Köln – Der Protest gegen die Schulplatzvergabe der Stadt und fehlende Schulplätze im Stadtgebiet hat eine neue Dimension bekommen: Kölner Eltern gehen in großer Zahl in den organisierten Widerstand gegen die Schulplatzvergabe der Stadt Köln.

Unter dem Motto „Schulplatzverlosung stoppen! Pakt für Schülerinnen und Schüler jetzt“ hat sich eine Initiative mit Namen „die-abgelehnten.de“ gegründet, der sich schon drei Tage nach der Gründung 700 Eltern angeschlossen haben. Darunter sind längst nicht mehr nur aktuell Betroffene, sondern auch zahlreiche Eltern von Grundschul- und Kitakindern, die das gravierende Schulplatzproblem in den nächsten Jahren auch auf sich zukommen sehen.

„Stündlich werden es mehr Eltern, die sich uns anschließen, da der Aufruf sich über die sozialen Medien im Schneeballsystem verbreitet“, berichtet Organisator Olaf Wittrock. „Das Fass ist übergelaufen. Wir werden dieses Vergabeverfahren nicht akzeptieren.
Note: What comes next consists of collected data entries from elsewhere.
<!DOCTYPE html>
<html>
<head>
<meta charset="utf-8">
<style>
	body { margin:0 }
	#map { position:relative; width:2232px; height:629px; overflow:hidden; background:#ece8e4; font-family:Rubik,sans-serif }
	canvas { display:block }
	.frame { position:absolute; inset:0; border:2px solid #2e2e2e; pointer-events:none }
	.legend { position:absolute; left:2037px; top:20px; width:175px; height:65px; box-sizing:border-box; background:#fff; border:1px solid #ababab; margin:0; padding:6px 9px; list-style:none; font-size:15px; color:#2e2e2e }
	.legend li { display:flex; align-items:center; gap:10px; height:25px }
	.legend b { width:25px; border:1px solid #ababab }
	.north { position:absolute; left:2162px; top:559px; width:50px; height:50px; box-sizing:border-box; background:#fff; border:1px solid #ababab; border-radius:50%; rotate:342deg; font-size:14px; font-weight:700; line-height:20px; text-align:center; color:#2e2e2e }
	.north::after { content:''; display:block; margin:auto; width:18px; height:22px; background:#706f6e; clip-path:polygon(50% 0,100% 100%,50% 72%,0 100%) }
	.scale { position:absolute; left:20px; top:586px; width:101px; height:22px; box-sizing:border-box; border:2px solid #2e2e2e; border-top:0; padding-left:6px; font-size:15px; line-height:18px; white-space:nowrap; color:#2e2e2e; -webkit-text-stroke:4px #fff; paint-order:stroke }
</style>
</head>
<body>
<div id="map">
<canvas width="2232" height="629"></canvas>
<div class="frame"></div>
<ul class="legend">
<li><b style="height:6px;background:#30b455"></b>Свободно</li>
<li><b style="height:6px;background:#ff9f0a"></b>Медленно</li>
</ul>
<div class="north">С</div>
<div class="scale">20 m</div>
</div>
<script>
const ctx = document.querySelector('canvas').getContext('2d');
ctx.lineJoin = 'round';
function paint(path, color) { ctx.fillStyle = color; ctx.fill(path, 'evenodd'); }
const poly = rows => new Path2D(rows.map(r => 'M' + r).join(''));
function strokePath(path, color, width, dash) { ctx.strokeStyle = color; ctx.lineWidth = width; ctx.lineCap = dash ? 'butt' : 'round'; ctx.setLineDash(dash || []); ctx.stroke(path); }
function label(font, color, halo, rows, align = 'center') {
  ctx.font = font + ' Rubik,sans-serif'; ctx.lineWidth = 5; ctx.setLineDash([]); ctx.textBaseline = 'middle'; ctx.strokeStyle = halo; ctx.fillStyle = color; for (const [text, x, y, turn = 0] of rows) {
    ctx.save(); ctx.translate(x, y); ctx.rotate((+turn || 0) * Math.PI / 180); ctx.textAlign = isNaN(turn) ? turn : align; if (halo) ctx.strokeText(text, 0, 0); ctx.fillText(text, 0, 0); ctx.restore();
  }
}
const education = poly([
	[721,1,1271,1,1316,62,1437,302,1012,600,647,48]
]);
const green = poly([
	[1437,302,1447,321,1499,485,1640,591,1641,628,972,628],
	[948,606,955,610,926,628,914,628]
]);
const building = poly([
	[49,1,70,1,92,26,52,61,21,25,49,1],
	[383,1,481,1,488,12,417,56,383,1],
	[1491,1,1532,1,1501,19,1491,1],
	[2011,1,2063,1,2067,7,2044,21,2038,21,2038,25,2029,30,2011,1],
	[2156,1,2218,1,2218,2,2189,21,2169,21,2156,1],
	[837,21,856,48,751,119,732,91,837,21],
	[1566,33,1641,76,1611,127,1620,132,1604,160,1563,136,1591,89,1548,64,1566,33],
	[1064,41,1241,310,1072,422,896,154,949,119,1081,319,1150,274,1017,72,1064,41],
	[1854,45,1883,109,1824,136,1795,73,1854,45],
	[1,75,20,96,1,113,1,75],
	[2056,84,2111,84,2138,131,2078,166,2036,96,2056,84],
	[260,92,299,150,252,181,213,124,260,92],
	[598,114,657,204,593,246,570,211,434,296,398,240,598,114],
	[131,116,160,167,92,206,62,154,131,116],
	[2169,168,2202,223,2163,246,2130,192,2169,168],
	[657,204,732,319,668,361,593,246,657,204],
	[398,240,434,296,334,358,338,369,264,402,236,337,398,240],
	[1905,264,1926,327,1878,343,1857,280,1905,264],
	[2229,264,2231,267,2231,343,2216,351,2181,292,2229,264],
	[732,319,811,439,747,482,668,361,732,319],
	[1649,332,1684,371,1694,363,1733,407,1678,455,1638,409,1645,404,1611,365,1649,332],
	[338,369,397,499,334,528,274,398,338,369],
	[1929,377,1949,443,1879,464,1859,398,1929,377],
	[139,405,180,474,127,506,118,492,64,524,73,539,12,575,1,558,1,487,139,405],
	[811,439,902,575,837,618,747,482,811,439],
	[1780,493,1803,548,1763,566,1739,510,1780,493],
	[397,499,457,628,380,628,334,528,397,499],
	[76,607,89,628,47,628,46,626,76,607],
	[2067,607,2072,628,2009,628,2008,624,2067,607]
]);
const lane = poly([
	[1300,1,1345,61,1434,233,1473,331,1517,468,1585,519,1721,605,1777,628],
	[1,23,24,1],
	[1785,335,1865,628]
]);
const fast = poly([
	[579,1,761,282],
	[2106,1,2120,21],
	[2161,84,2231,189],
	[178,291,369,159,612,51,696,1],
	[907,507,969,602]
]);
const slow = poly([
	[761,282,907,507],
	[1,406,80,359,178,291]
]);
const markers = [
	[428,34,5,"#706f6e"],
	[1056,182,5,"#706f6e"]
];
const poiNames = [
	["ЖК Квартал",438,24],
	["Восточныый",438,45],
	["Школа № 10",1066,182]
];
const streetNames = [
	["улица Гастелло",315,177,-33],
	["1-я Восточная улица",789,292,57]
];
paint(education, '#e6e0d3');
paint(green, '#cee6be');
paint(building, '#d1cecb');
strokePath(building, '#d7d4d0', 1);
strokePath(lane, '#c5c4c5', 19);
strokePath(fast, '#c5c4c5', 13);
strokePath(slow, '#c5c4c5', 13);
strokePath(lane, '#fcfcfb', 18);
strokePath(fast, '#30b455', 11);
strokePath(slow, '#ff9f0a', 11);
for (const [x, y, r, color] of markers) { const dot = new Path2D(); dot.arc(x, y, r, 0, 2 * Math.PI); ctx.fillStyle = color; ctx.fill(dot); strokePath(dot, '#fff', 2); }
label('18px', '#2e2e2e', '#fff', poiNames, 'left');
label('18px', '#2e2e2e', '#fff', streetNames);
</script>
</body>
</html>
Wir werden laut sein und kämpfen“, kündigt der Sprecher der Initiative an.

Alles zum Thema Henriette Reker

Offener Brief an die Oberbürgermeisterin

Diese wendet sich in einem von allen Eltern unterzeichneten offenen Brief an Oberbürgermeisterin Henriette Reker. „Neun- und zehnjährige Kinder und ihre Eltern sind Geisel und Leidtragende am Ende einer langen Kette des Versagens“, heißt es in dem Brief. Reker wird aufgefordert, das „unwürdige Verfahren zu stoppen“ und dafür zu sorgen, dass die Kinder dieser Stadt nicht in immer wieder neue Losverfahren getrieben werden. Die Oberbürgermeisterin solle Betroffene und Beteiligte an einen Tisch holen und persönlich einen anderen Vergabeprozess steuern. Mit Pragmatismus und Vernunft.

„Es gibt Familien, die schon vergeblich einen Gesamtschulplatz gesucht haben und seit fünf Monaten in ständig neuen Losverfahren sind. Das ist Horror. Das ist unmenschlich. Manche wissen immer noch nicht, wie es für sie im Sommer weitergeht.“ Neben einem faireren Verfahren und individuellen Lösungen fordert die Initiative, „endlich für die Kinder dieser Stadt zusätzliche Schulplätze zu schaffen. Es braucht pragmatische Interimslösungen und schnelleren Schulbau. Und zwar da, wo die Plätze gebraucht werden.“ Konkret solle eine Mehrklasse im Südwesten angeboten werden statt Plätze ganz im Osten oder Norden.

„Ziviler Ungehorsam"

Hintergrund des Protestes ist, dass die Stadt in diesem Jahr 1200 Schülerinnen und Schülern keinen Platz an ihrer Wunschschule anbieten konnte. Mehr als jedes zehnte Kind ging an seiner Wunschschule leer aus. In früheren Jahren gab es die Möglichkeit einen Zweitwunsch anzugeben. Für diejenigen, die auch dort keinen Platz bekommen haben, gab es eine Verteilerkonferenz, um individuelle Lösungen zu finden. In diesem Jahr hatte die Stadt mitten im Bewerbungsverfahren verkündet, dass sie die Zweitwünsche nicht mehr ansehen werde.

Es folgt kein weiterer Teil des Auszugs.